What you will do –
Repeat the data word for word and skip the pictures.

Entries supplied –
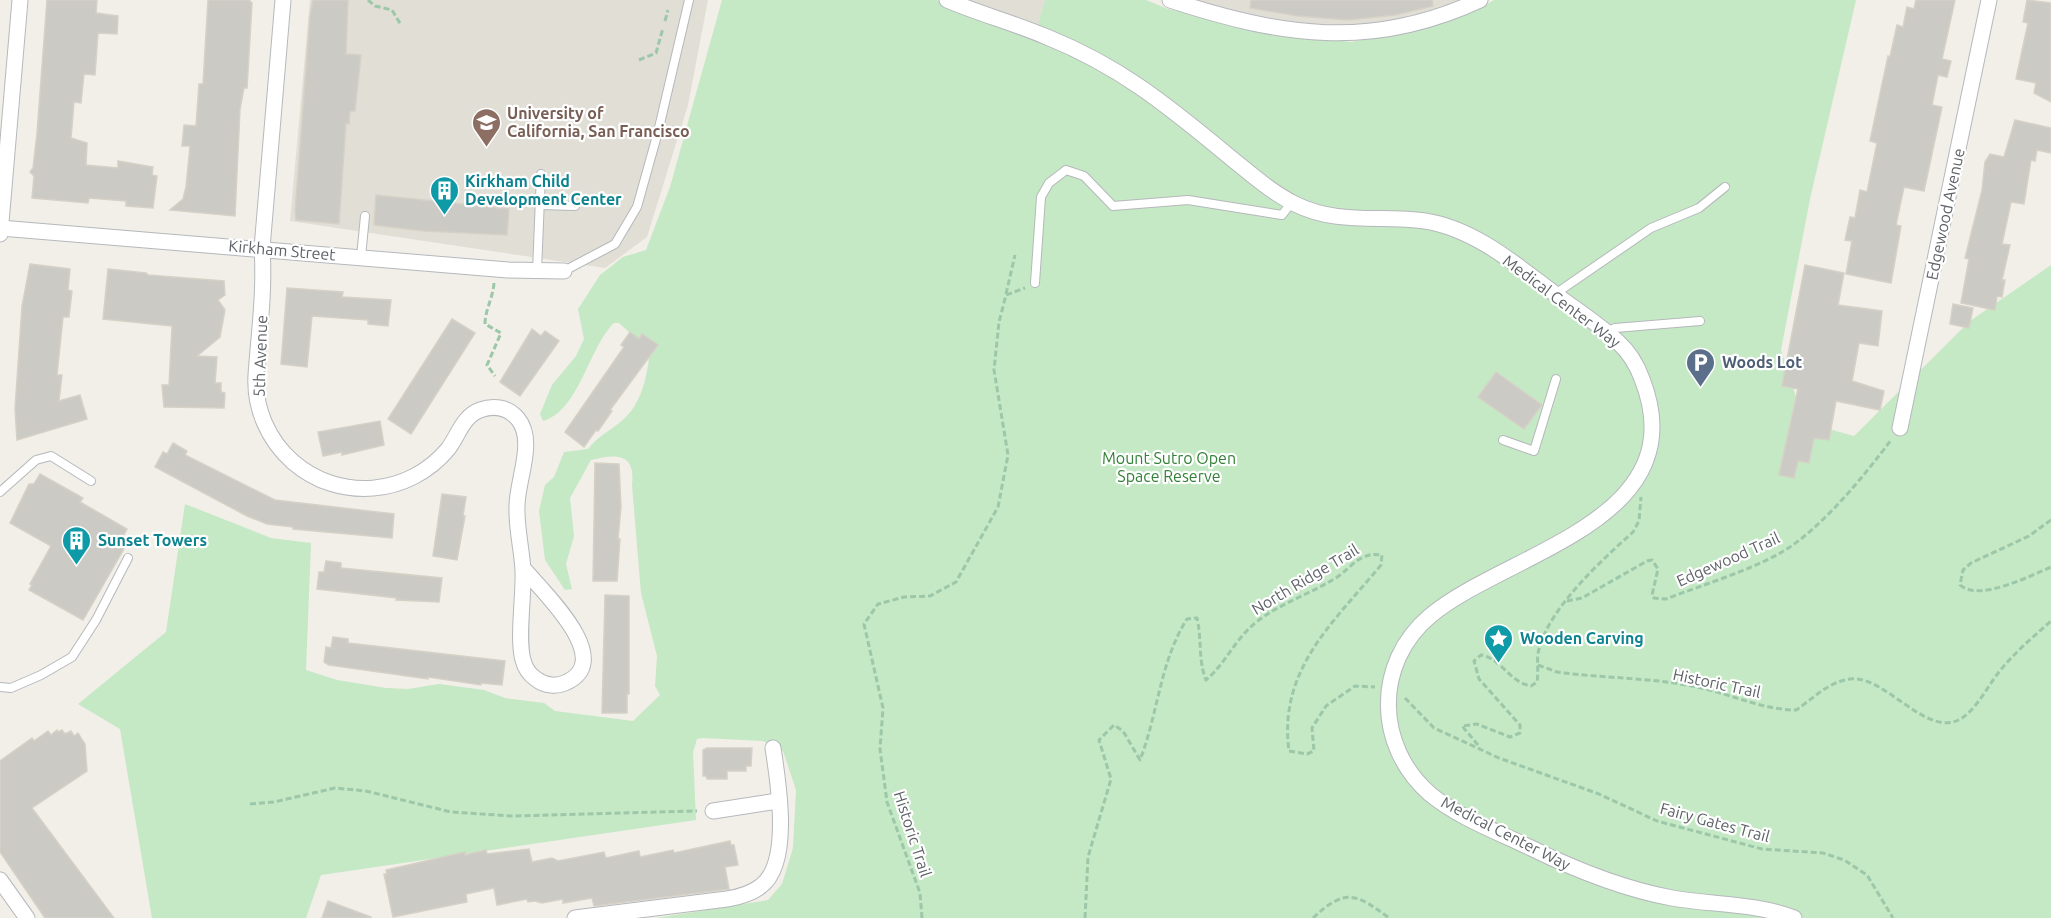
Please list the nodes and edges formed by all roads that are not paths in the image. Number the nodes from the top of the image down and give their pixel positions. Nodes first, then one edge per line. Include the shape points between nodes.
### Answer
1 (20, 0) edge
2 (283, 0) edge
3 (689, 0) edge
4 (947, 0) edge
5 (1170, 0) edge
6 (1480, 0) edge
7 (1989, 0) edge
8 (541, 174) dead end
9 (1725, 187) dead end
10 (1291, 202) junction
11 (540, 205) junction
12 (575, 207) dead end
13 (365, 216) dead end
14 (0, 228) edge
15 (0, 234) edge
16 (262, 248) junction
17 (361, 257) junction
18 (537, 271) junction
19 (564, 271) joint
20 (1035, 283) road end
21 (1555, 294) junction
22 (1700, 321) dead end
23 (1606, 332) junction
24 (1556, 379) dead end
25 (1900, 428) road end
26 (1503, 440) dead end
27 (91, 481) dead end
28 (0, 492) edge
29 (128, 558) dead end
30 (523, 568) junction
31 (0, 687) edge
32 (772, 748) dead end
33 (778, 801) junction
34 (713, 811) road end
35 (0, 880) edge
36 (27, 918) edge
37 (575, 918) edge
38 (1794, 918) edge

1 - 14 street
2 - 16 street, 5th Avenue
3 - 19 lane via 637,207 615,244
4 - 10 street, Medical Center Way via 1047,36 1114,71
5 - 6 street via 1262,25 1335,34 1399,28
7 - 25 street, Edgewood Avenue
8 - 11 lane
9 - 21 lane via 1699,208 1651,228
10 - 20 lane via 1282,215 1188,200 1113,206 1084,176 1066,170 1049,183 1041,197
10 - 21 street, Medical Center Way via 1337,218 1424,221 1453,229 1486,245
11 - 12 lane
11 - 18 lane
13 - 17 lane
14 - 15 street
14 - 16 street, Kirkham Street
16 - 17 street, Kirkham Street
16 - 30 street, 5th Avenue via 264,279 255,390 265,425 280,449 304,471 332,485 385,487 409,480 429,467 447,450 472,413 488,408 506,409 520,422 524,432 517,505
17 - 18 street, Kirkham Street
18 - 19 street, Kirkham Street
21 - 23 street, Medical Center Way
22 - 23 lane
23 - 38 street, Medical Center Way via 1635,364 1650,408 1647,453 1634,483 1587,528 1431,615 1407,643 1388,689 1387,717 1398,750 1418,782 1449,807 1615,884 1666,897 1764,909
24 - 26 lane via 1534,451
27 - 28 lane via 51,456 36,460
29 - 31 lane via 72,657 11,688
30 - 30 street, 5th Avenue via 523,662 543,684 567,682 581,668 581,640
32 - 33 street
33 - 34 street
33 - 37 street via 779,849 763,885 740,897
35 - 36 street

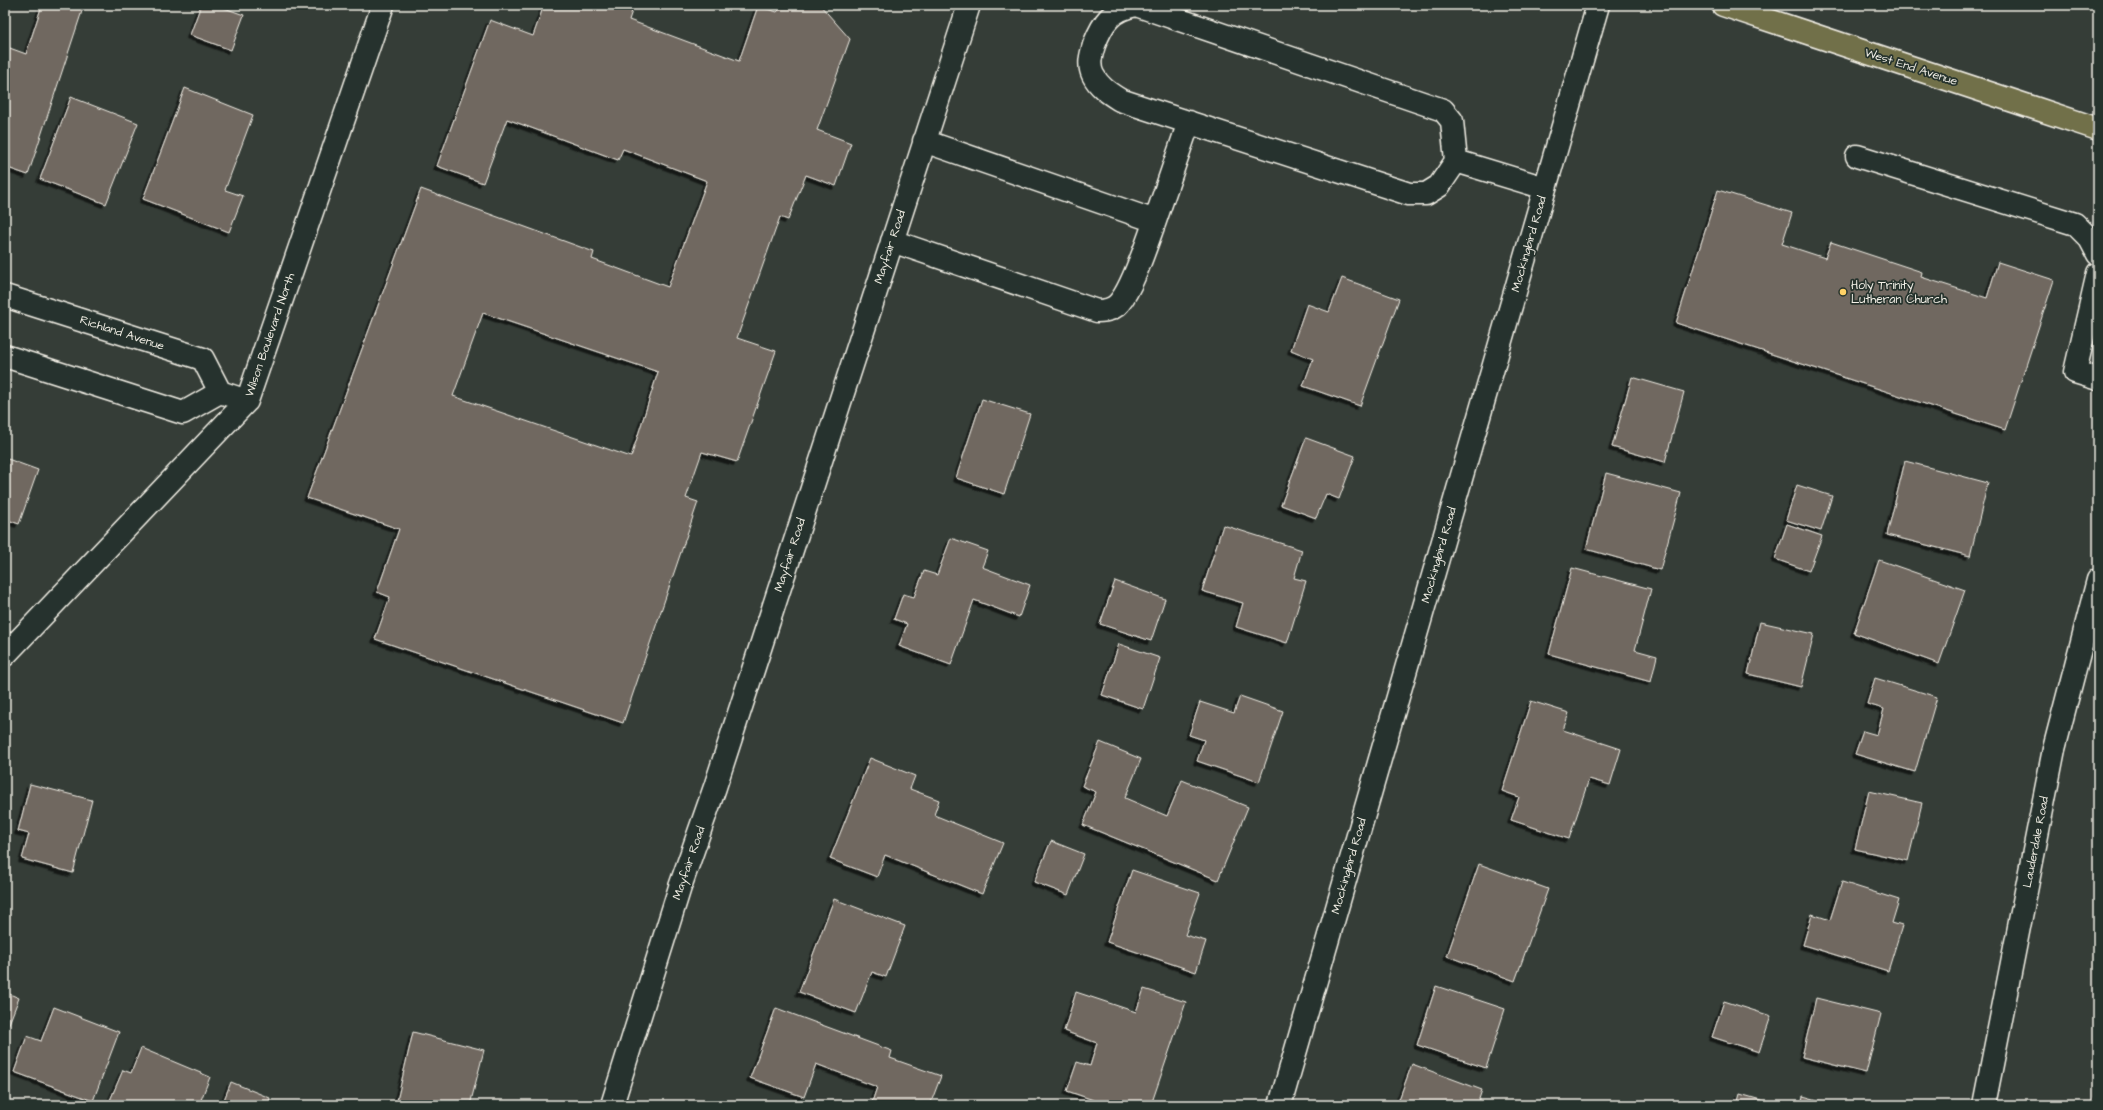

The completed task –
Please list the nodes and edges formed by all roads that are not paths in the image. Number the nodes from the top of the image down and give their pixel positions. Nodes first, then one edge per line. Include the shape points between nodes.
### Answer
1 (20, 0) edge
2 (283, 0) edge
3 (689, 0) edge
4 (947, 0) edge
5 (1170, 0) edge
6 (1480, 0) edge
7 (1989, 0) edge
8 (541, 174) dead end
9 (1725, 187) dead end
10 (1291, 202) junction
11 (540, 205) junction
12 (575, 207) dead end
13 (365, 216) dead end
14 (0, 228) edge
15 (0, 234) edge
16 (262, 248) junction
17 (361, 257) junction
18 (537, 271) junction
19 (564, 271) joint
20 (1035, 283) road end
21 (1555, 294) junction
22 (1700, 321) dead end
23 (1606, 332) junction
24 (1556, 379) dead end
25 (1900, 428) road end
26 (1503, 440) dead end
27 (91, 481) dead end
28 (0, 492) edge
29 (128, 558) dead end
30 (523, 568) junction
31 (0, 687) edge
32 (772, 748) dead end
33 (778, 801) junction
34 (713, 811) road end
35 (0, 880) edge
36 (27, 918) edge
37 (575, 918) edge
38 (1794, 918) edge

1 - 14 street
2 - 16 street, 5th Avenue
3 - 19 lane via 637,207 615,244
4 - 10 street, Medical Center Way via 1047,36 1114,71
5 - 6 street via 1262,25 1335,34 1399,28
7 - 25 street, Edgewood Avenue
8 - 11 lane
9 - 21 lane via 1699,208 1651,228
10 - 20 lane via 1282,215 1188,200 1113,206 1084,176 1066,170 1049,183 1041,197
10 - 21 street, Medical Center Way via 1337,218 1424,221 1453,229 1486,245
11 - 12 lane
11 - 18 lane
13 - 17 lane
14 - 15 street
14 - 16 street, Kirkham Street
16 - 17 street, Kirkham Street
16 - 30 street, 5th Avenue via 264,279 255,390 265,425 280,449 304,471 332,485 385,487 409,480 429,467 447,450 472,413 488,408 506,409 520,422 524,432 517,505
17 - 18 street, Kirkham Street
18 - 19 street, Kirkham Street
21 - 23 street, Medical Center Way
22 - 23 lane
23 - 38 street, Medical Center Way via 1635,364 1650,408 1647,453 1634,483 1587,528 1431,615 1407,643 1388,689 1387,717 1398,750 1418,782 1449,807 1615,884 1666,897 1764,909
24 - 26 lane via 1534,451
27 - 28 lane via 51,456 36,460
29 - 31 lane via 72,657 11,688
30 - 30 street, 5th Avenue via 523,662 543,684 567,682 581,668 581,640
32 - 33 street
33 - 34 street
33 - 37 street via 779,849 763,885 740,897
35 - 36 street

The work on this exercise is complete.